LES CONQUÉRANTS THE CONQUERORS
José-Maria de Hérédia, trans. Stan Solomons
Comme un vol de gerfauts hors du charnier natal,
Fatigués de porter leurs misères hautaines,
De Palos et Merguer, routiers et capitaines
Partaient, ivres d’un rêve héroique et brutal.

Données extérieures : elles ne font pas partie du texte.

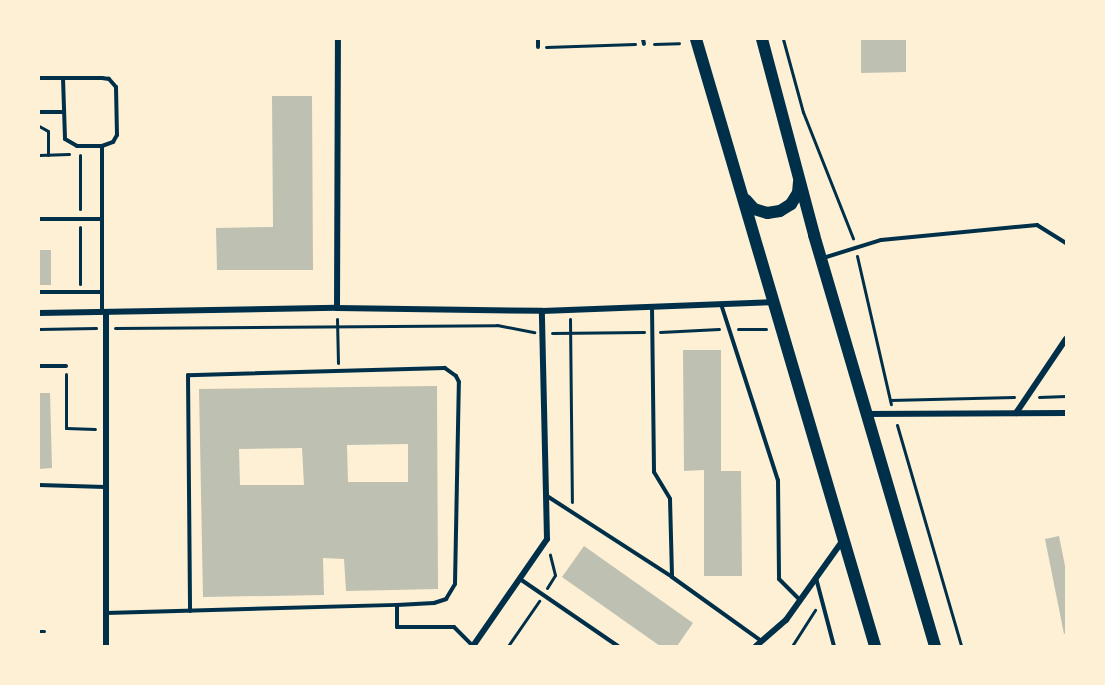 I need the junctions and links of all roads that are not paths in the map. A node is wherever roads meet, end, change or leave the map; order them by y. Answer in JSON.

Ils allaient conquérir le fabuleux métal
Que Cipango mûrit dans ses mines lointaines,
Et les vents alizés inclinaient leurs antennes
Aux bords mystérieux du monde ocidental.

Chaque soir, espérant des lendemains épiques,
L’azur phosophorescent de la mer des Tropiques
Enchantait leur sommeil d’un mirage doré

Ou, penchés à l’avant des blanches caravelles,
Ils regardaient monter en un ciel ignoré
Du fond de l’Océan des étoiles nouvelles.
Out from their native nest like falcons fly
Sick of their proud Hispanic poverty,
Captains and heroes, soldiers mercenary,
Drunken with dreams and with brutality.

A golden fable would be theirs to seize,
Ripened in Cipango’s distant mines.
They trim their latteen sail to the trade winds
Towards the New World and its mysteries;

Hoping at dusk for what adventure holds,
The tropic sea dancing with azure light
Enchanting sleep with mirages of gold;

Or at the prow, leaning before the ship,
Beneath an unknown heaven and the sight
Of stranger stars that climb from out the deep.